Лукулл быстро двигался, как бы приводимый в действие какой-то могущественной моральной силой, которая неминуемо грозила превратиться в физическую. За ним по пятам следовал сыщик отеля, которого можно было безошибочно узнать по его белой шляпе, ястребиному носу и нарочито утонченным манерам. Арьергард замыкали два ливрейных привратника, которые своим непринужденным видом отклоняли всякое подозрение, что они составляли резервный эскадрон вышибал.
Очутившись в безопасности на тротуаре, Лукулл Польк повернулся и погрозил веснушчатым кулаком в сторону караван-сарая.
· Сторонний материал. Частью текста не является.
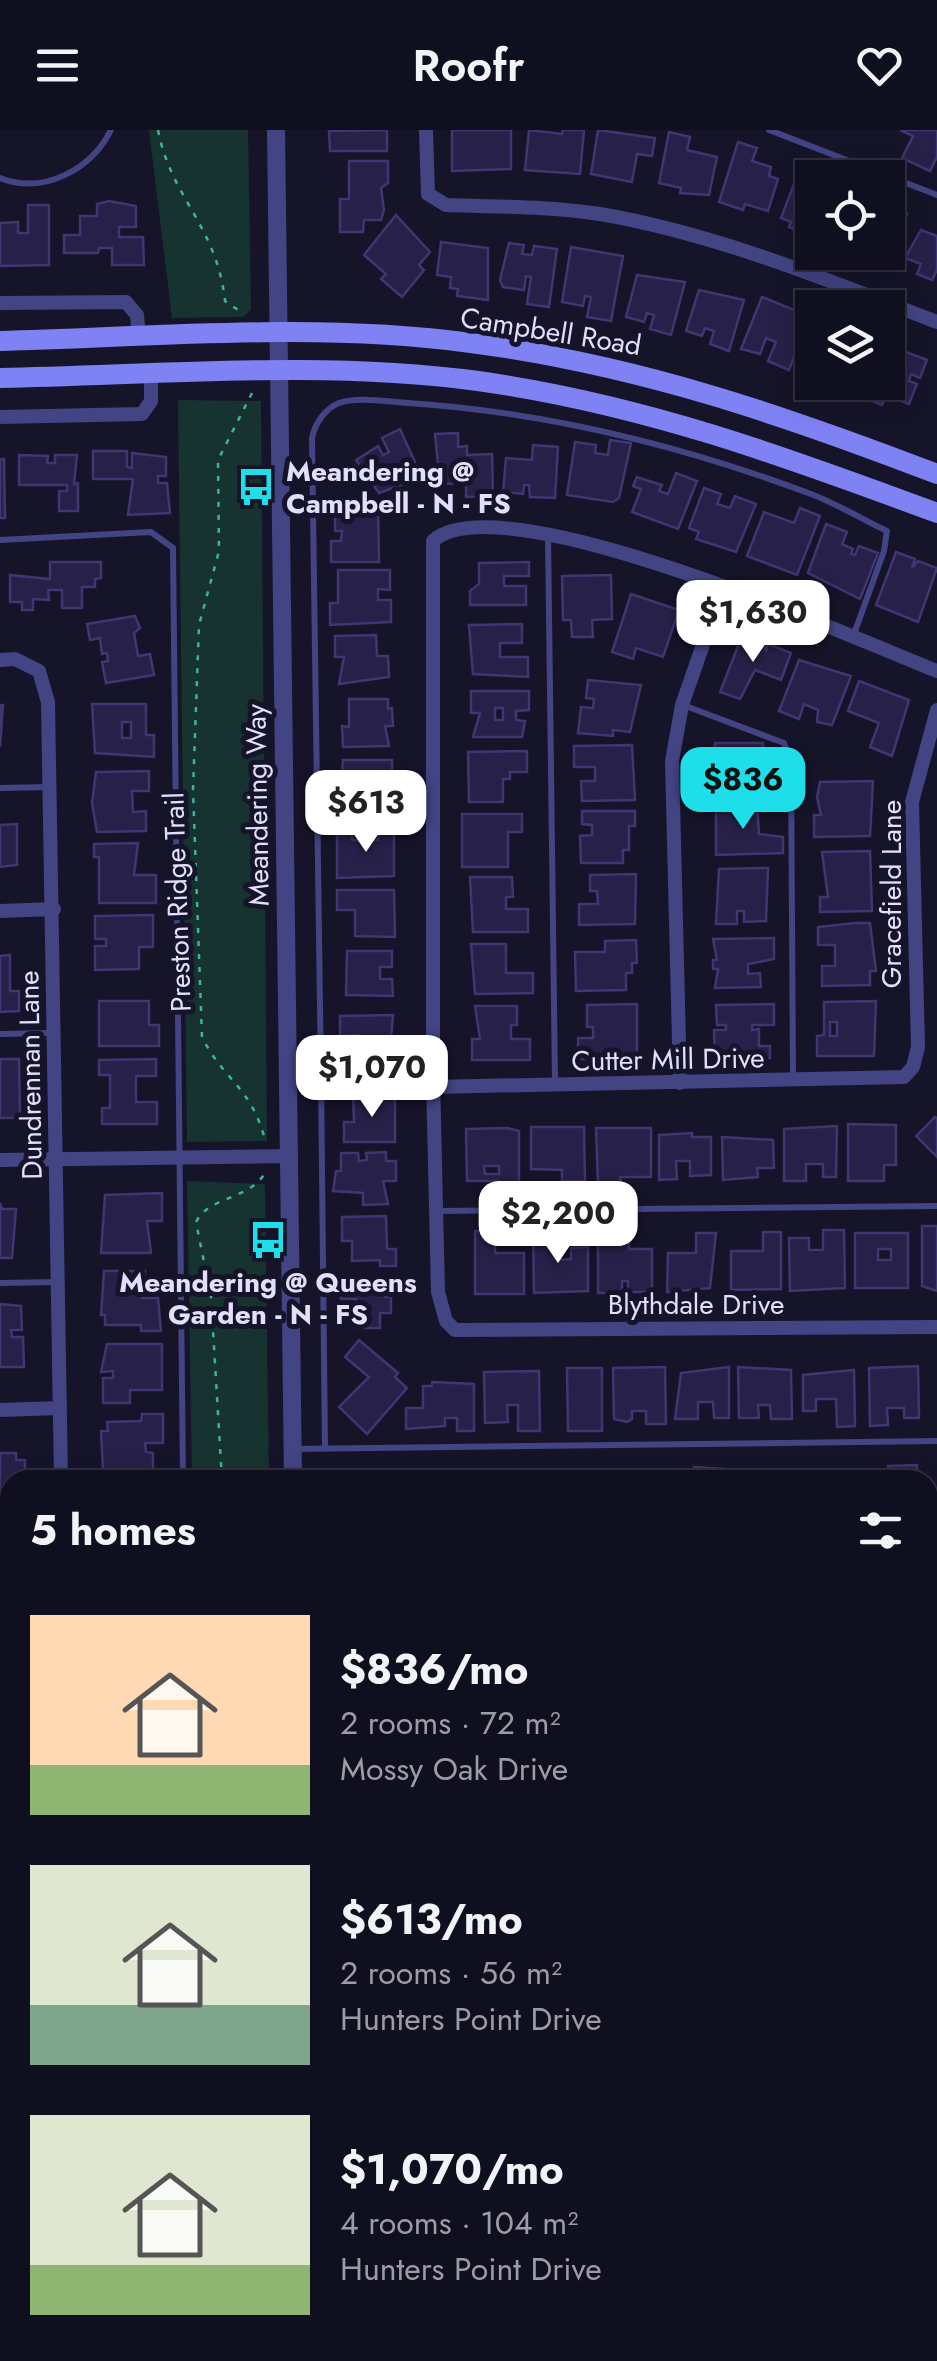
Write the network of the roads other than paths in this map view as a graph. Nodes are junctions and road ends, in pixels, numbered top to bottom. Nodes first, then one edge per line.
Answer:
1 (110, 130) edge
2 (276, 130) edge
3 (426, 130) edge
4 (769, 130) edge
5 (0, 178) edge
6 (937, 195) edge
7 (0, 303) edge
8 (937, 322) edge
9 (280, 335) junction
10 (138, 338) junction
11 (0, 341) edge
12 (280, 372) junction
13 (151, 375) junction
14 (0, 378) edge
15 (0, 416) edge
16 (937, 474) edge
17 (937, 513) edge
18 (548, 534) junction
19 (0, 540) edge
20 (723, 587) junction
21 (853, 638) junction
22 (0, 660) edge
23 (937, 670) edge
24 (682, 705) junction
25 (937, 710) edge
26 (50, 787) junction
27 (0, 788) edge
28 (0, 910) edge
29 (54, 910) junction
30 (54, 1033) junction
31 (0, 1034) edge
32 (321, 1077) junction
33 (904, 1077) joint
34 (793, 1082) junction
35 (433, 1083) junction
36 (680, 1084) junction
37 (555, 1085) junction
38 (290, 1156) junction
39 (180, 1157) junction
40 (56, 1159) junction
41 (0, 1160) edge
42 (937, 1206) edge
43 (435, 1211) junction
44 (59, 1282) junction
45 (0, 1284) edge
46 (937, 1327) edge
47 (60, 1408) junction
48 (0, 1410) edge
49 (937, 1440) edge
50 (325, 1448) junction
51 (292, 1449) junction
52 (60, 1470) edge
53 (183, 1470) edge
54 (293, 1470) edge

1 - 5 lane
2 - 9 street, Meandering Way
3 - 8 street
4 - 6 lane
7 - 10 street
9 - 10 main road, Campbell Road
9 - 12 street, Meandering Way
9 - 16 main road, Campbell Road
10 - 11 main road, Campbell Road
12 - 13 main road
12 - 17 main road
12 - 38 street, Meandering Way
13 - 14 main road
13 - 15 street
18 - 20 street
18 - 35 street
18 - 37 lane
19 - 39 lane
20 - 21 street
20 - 24 street
21 - 23 street
21 - 32 lane
22 - 26 street, Dundrennan Lane
24 - 34 lane
24 - 36 street
25 - 33 street, Gracefield Lane
26 - 27 lane
26 - 29 street, Dundrennan Lane
28 - 29 street
29 - 30 street, Dundrennan Lane
30 - 31 lane
30 - 40 street, Dundrennan Lane
32 - 35 lane
32 - 50 lane
33 - 34 street, Cutter Mill Drive
34 - 36 street, Cutter Mill Drive
35 - 37 street, Cutter Mill Drive
35 - 43 street
36 - 37 street, Cutter Mill Drive
38 - 39 street
38 - 51 street, Meandering Way
39 - 40 street
39 - 53 lane
40 - 41 street
40 - 44 street, Dundrennan Lane
42 - 43 lane
43 - 46 street, Blythdale Drive
44 - 45 lane
44 - 47 street, Dundrennan Lane
47 - 48 street
47 - 52 street, Dundrennan Lane
49 - 50 lane
50 - 51 lane
51 - 54 street, Meandering Way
И, к моей радости, он начал выкрикивать непонятные для меня ругательства.
— Ездит в хаудах,[14] не так ли? — громко и насмешливо закричал он. — Ездит на слонах в хаудах и называет себя принцем! Хороши принцы — ха-ха! Приезжают сюда и говорят про лошадей так, что вы можете принять их за президентов. А потом возвращаются домой и ездят верхом на слонах. Ладно, знаем мы их!
Вышибательный комитет спокойно ретировался. Поноситель принцев повернулся ко мне и щелкнул пальцами.
— Ну, как вам нравится такое обращение? — с возмущением крикнул он мне. — Гайквар Бароды ездит на слоне в хауде. А старый Бикрам-Шамшер-янг жарит по тропинкам Катманду[15] на мотоциклетке. Ну, не магараджество ли это? А шах персидский, у того, видите ли, привычка разъезжать в паланкинах. А тот, с такой забавной шапкой, принц из Кореи — вы подумали бы, что он может себе позволить прокатиться на белоснежном коне хоть раз во время своего царствования. Ничего подобного! Он находит самым приличным подоткнуть под себя юбки и ехать по Сеулу в телеге, запряженной быками, со скоростью одной мили в шесть дней. Вот какой сорт правителей приезжает к нам теперь в гости. Да, плохие времена теперь, дружище!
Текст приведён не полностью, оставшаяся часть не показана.